日本のいちばん長い日 東宝(昭和42年:1967)
監督
 岡本喜八

撮影
 山田一夫

音楽
 佐藤勝

出演
 三船敏郎
 志村喬
 宮口精二
 笠智衆
 山村聡
 高橋悦史
 黒沢年男
 中丸忠雄
 島田正吾
 加藤武
 伊藤雄之助
 児玉清
 加東大介
 小林桂樹
 田崎潤
 平田昭彦
 天本英世
 佐藤允
 加山雄三
 藤田進
 神山繁
 新珠三千代
 松本幸四郎
 東宝が創立35周年を記念し、昭和20年の敗戦から、22年後の高度経済成長期の真っ只中の昭和42年の8月に公開した、2時間37分の超大作 映画である。映画のほとんどは、昭和20年8月14日から翌15日のほぼ一日における出来事が、ドキュメンタリータッチで描かれている。

 映画の冒頭において、昭和20年7月26日に米英中国よって日本に通告されたポツダム宣言の放送が傍受される。政府は、このポツダム宣言に対する日本の対応を議論するが、結論が容易に決まらなかった。そして、その間に広島、長崎に原爆が投下され、和平の仲裁を依頼していたソ連が日本に宣戦を布告するなど事態が悪化し、遂に天皇陛下の御聖断を仰ぐことになった。そして、8月14日の午前10時40分から開かれた御前会議において、天皇が以下のように述べられて、ご聖断が下された。

 「・・・・ しかし、私自身はいかようになろうとも 国民を 国民にこれ以上苦痛をなめさせることは 私には忍び得ない できることはなんでもする 私が直接 国民に呼びかけるのがよければ マイクの前にも立つ ・・・・・」

 しかし、このご聖断に対して、国体護持と、そのための戦争継続を唱える一部の青年将校や、学生を主体とする横浜警備隊が反乱を起こし、天皇陛下の玉音放送を阻止しようとするのであった。こうして、翌15日正午の玉音放送までの24時間という「日本のいちばん長い日」は始まったのである。

 岡本喜八監督は、この映画において、見事なドキュメンタリー・タッチでこの緊迫の一日を描き出し、2時間37分を些かの弛みもなく、息もつかせぬ緊張を保って見せてくれる。玉音放送をめぐって、この一日の間に実に様々な出来事が発生するのだが、その詳細を述べても意味は無く、叛乱を起こそうとした青年将校達も含め、それぞれが自分なりに、国を想い、国民を想い、国体を想って行動した人たちと、その人達のそれぞれの主張を映画に中に見出し、耳を傾ければよいのであろう。
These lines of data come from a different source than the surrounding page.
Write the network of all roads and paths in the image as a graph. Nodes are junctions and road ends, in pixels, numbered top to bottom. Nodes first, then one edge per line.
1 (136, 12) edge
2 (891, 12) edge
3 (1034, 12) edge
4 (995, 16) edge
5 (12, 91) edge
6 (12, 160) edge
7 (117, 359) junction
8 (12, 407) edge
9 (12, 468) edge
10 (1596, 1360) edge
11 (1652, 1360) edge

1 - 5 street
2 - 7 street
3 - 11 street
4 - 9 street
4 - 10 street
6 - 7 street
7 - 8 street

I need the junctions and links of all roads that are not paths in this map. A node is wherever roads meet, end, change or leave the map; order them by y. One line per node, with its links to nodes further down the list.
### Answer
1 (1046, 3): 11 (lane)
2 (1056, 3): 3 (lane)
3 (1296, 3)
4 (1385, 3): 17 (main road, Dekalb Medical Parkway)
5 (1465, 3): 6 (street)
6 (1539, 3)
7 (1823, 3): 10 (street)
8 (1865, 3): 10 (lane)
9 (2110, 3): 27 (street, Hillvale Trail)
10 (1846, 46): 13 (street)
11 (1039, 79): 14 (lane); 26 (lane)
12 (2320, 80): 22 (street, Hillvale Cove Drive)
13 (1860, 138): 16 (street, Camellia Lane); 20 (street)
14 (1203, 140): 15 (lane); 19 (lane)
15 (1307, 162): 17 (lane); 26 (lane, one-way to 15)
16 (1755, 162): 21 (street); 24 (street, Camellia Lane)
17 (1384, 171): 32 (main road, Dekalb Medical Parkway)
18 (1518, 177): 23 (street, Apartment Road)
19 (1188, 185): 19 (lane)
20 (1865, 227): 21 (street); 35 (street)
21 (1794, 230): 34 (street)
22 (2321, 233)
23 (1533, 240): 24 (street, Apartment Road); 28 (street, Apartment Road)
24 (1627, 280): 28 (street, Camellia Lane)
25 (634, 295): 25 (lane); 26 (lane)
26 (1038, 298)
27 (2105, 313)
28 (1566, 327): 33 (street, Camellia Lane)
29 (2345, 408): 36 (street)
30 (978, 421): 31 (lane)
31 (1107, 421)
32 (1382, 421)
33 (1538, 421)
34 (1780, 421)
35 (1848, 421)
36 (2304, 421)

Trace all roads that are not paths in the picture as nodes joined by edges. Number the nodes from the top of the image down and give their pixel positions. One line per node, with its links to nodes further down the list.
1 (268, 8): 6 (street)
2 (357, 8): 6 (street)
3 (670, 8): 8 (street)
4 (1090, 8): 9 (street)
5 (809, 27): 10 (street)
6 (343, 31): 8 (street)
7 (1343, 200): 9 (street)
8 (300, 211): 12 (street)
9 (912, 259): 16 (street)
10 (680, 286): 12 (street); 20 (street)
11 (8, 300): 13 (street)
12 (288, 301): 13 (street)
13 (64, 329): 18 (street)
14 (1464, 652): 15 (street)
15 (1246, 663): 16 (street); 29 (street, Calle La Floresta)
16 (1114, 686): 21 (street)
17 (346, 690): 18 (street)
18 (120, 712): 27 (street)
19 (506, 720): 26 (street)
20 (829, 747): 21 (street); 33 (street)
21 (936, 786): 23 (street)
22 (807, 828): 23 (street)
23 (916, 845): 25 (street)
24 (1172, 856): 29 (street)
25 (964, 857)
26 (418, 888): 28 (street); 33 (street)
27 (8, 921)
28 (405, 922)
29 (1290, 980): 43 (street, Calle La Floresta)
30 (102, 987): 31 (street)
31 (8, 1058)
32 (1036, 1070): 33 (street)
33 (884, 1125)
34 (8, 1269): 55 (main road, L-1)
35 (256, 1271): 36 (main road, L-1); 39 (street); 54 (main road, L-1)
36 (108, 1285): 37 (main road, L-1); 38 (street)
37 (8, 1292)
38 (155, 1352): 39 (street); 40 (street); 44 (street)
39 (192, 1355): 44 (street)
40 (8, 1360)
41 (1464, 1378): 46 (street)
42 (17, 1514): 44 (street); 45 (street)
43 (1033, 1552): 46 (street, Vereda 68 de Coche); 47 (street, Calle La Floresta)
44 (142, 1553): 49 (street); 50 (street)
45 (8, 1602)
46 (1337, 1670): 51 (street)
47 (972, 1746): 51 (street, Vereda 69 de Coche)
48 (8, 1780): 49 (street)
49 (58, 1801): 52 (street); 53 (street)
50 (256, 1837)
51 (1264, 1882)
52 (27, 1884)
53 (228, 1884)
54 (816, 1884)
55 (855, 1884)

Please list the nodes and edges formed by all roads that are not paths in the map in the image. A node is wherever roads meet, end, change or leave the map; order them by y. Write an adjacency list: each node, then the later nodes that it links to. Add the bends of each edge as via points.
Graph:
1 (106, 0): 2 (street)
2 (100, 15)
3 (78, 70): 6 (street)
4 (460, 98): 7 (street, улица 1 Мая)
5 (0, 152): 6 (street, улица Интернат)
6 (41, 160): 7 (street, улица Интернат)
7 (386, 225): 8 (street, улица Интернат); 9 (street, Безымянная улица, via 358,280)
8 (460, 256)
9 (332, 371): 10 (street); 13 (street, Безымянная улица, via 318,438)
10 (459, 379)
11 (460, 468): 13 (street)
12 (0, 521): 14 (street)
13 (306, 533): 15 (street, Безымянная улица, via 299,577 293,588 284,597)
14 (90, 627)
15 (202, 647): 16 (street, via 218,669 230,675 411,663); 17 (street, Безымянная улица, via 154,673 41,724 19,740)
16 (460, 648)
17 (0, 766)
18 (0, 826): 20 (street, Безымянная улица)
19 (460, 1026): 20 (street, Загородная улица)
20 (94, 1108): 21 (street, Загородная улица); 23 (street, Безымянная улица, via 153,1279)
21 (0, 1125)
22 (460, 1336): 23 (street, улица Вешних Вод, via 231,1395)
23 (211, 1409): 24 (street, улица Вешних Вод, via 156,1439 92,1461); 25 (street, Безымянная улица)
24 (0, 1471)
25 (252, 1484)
そして、自分がもし同じ状況に置かれたならば、どのように考え、どのように判断し、どのように行動したのだろうかと自問すればよいのではないだろうか。

 なお、このような状況にあっても、依然として戦争が継続していたため、玉音放送の録音が行われている間にも、日本の各地から特攻機が出撃していたが、このように日本の国内外を問わず、この映画の中に描写されたこと以外にも、実に様々なことが進行していたはずである。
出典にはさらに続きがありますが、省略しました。